My review of Sister of my heart 


The illicit happiness of other people 

Oh dear this was a real tear jerker. I was crying every 100 pages, folding the book but inserting my finger in it. 


It spoke a lot about death and mental illness. I had a event loss and was making sense of it. This book pulled me into depression but also helped me let out by crying. I thought I was crying over the characters but I was crying in my own misery. 

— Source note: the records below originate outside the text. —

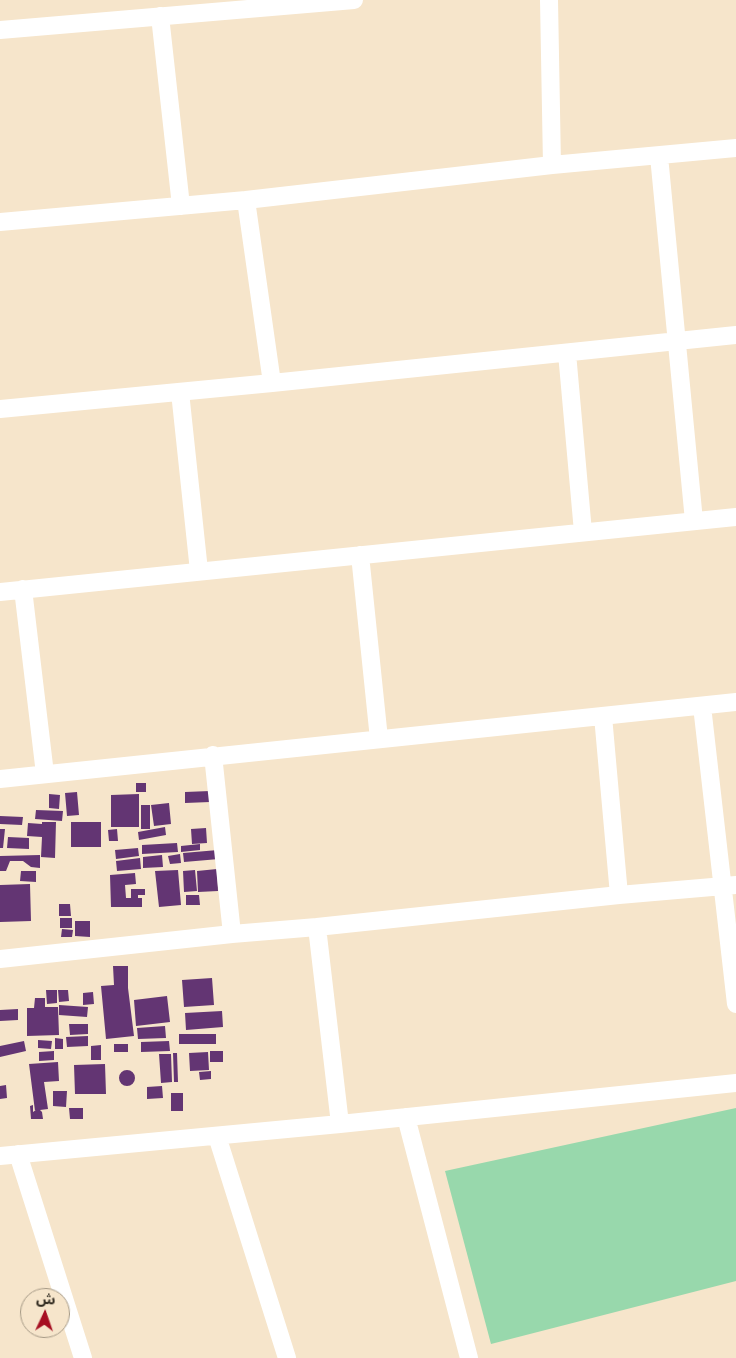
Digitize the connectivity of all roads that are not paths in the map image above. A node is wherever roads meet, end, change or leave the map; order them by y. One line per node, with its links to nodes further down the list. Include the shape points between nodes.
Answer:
1 (354, 0): 3 (street)
2 (549, 0): 7 (street)
3 (160, 16): 4 (street); 9 (street)
4 (0, 30)
5 (736, 148): 6 (street)
6 (659, 156): 7 (street); 12 (street)
7 (552, 165): 8 (street)
8 (246, 200): 9 (street); 14 (street)
9 (181, 206): 10 (street)
10 (0, 222)
11 (736, 335): 12 (street)
12 (677, 341): 13 (street); 18 (street)
13 (567, 353): 14 (street); 19 (street)
14 (272, 383): 15 (street)
15 (180, 392): 16 (street); 21 (street)
16 (0, 409)
17 (736, 517): 18 (street)
18 (694, 521): 19 (street)
19 (583, 532): 20 (street)
20 (360, 555): 21 (street); 27 (street)
21 (199, 571): 22 (street)
22 (23, 589): 23 (street); 29 (street)
23 (0, 592)
24 (736, 702): 25 (street)
25 (702, 706): 26 (street); 31 (street)
26 (603, 716): 27 (street); 32 (street)
27 (379, 739): 28 (street)
28 (213, 755): 29 (street); 34 (street)
29 (45, 774): 30 (street)
30 (0, 779)
31 (730, 886): 32 (street); 36 (street)
32 (619, 895): 33 (street)
33 (317, 927): 34 (street); 39 (street)
34 (232, 934): 35 (street)
35 (0, 960)
36 (736, 1004)
37 (736, 1083): 38 (street)
38 (406, 1117): 39 (street); 43 (street)
39 (340, 1124): 40 (street)
40 (217, 1136): 41 (street); 45 (street)
41 (18, 1154): 42 (street); 44 (street)
42 (0, 1156)
43 (465, 1357)
44 (83, 1358)
45 (287, 1358)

This is what happens when you get a well timed book. It helps you get thru what you are going thru. Many times I have picked up a chiclit or romcom just to survive a morbid phase by keeping it light and distracted. It just helps me stay sane. 


Last song of dusk 

I can imagine why the author must have stopped writing after this book. It was so deep, poignant and soulful. He put his heart and soul into it and probably I got a piece of him when I read it. It was very satisfying and touching. I probably now understand why people start crying when they see a piece of art. A painting, a sculpture, a mural or a book well written.  This is how I felt while reading a book. Tears probably came but they were beautiful and joyful. 


Post secret

It’s a coffee table book but so powerful. The concept is brilliant and so revolutionary. We all have secrets but we can never tell. But now you can. It’s anonymous and hard hitting. People have gone all the way baring their hearts and souls. 




You are not the only one. There are enough people living secret lives and hiding secrets. Everyone wants to be loved and has an unexplainable past which continues to haunt them. They can’t even talk to themselves about it but now you can - with an anonymous post card send to a po box. 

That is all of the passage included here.